> **EXTRACTED INFORMATION**
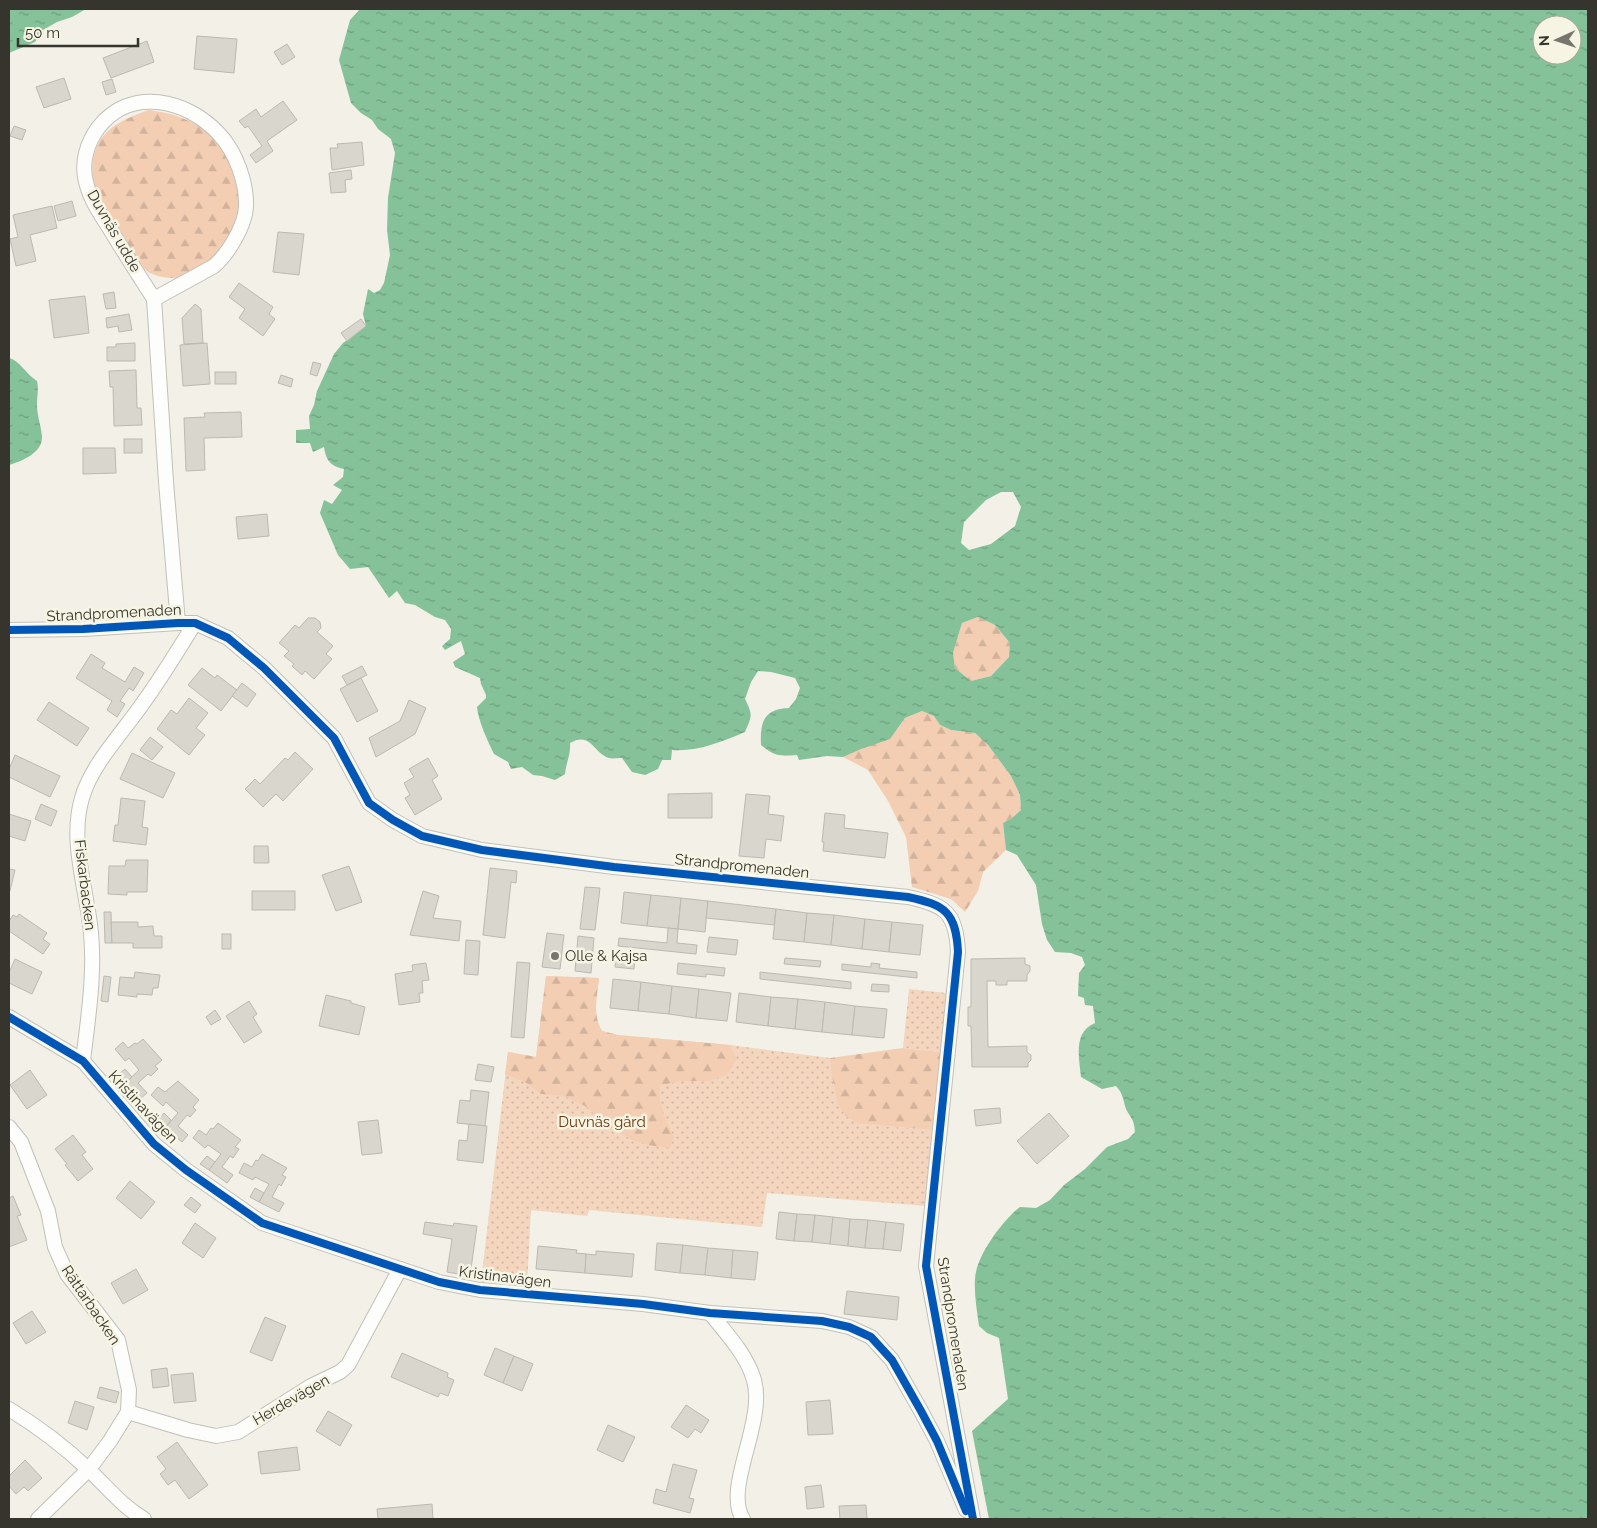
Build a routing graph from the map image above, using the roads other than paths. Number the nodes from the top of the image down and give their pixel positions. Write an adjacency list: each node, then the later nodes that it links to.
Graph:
1 (154, 298): 1 (street, Duvnäs udde); 2 (street, Duvnäs udde)
2 (178, 623): 3 (street, Strandpromenaden); 4 (street, Strandpromenaden)
3 (195, 624): 6 (street, Fiskarbacken); 16 (street, Strandpromenaden)
4 (9, 630)
5 (9, 1017): 6 (street, Kristinavägen)
6 (82, 1061): 8 (street, Kristinavägen)
7 (9, 1127): 11 (street, Rättarbacken)
8 (400, 1269): 9 (street, Kristinavägen); 11 (street, Herdevägen)
9 (710, 1313): 15 (street); 16 (street, Kristinavägen)
10 (9, 1408): 12 (street)
11 (128, 1412): 12 (street)
12 (89, 1469): 13 (street); 14 (street)
13 (38, 1519)
14 (144, 1519)
15 (742, 1519)
16 (971, 1519)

> **EXERCISE BRIEF**
Return the records above exactly, without the pictures.

> **EXPECTED ANSWER**
Build a routing graph from the map image above, using the roads other than paths. Number the nodes from the top of the image down and give their pixel positions. Write an adjacency list: each node, then the later nodes that it links to.
Graph:
1 (154, 298): 1 (street, Duvnäs udde); 2 (street, Duvnäs udde)
2 (178, 623): 3 (street, Strandpromenaden); 4 (street, Strandpromenaden)
3 (195, 624): 6 (street, Fiskarbacken); 16 (street, Strandpromenaden)
4 (9, 630)
5 (9, 1017): 6 (street, Kristinavägen)
6 (82, 1061): 8 (street, Kristinavägen)
7 (9, 1127): 11 (street, Rättarbacken)
8 (400, 1269): 9 (street, Kristinavägen); 11 (street, Herdevägen)
9 (710, 1313): 15 (street); 16 (street, Kristinavägen)
10 (9, 1408): 12 (street)
11 (128, 1412): 12 (street)
12 (89, 1469): 13 (street); 14 (street)
13 (38, 1519)
14 (144, 1519)
15 (742, 1519)
16 (971, 1519)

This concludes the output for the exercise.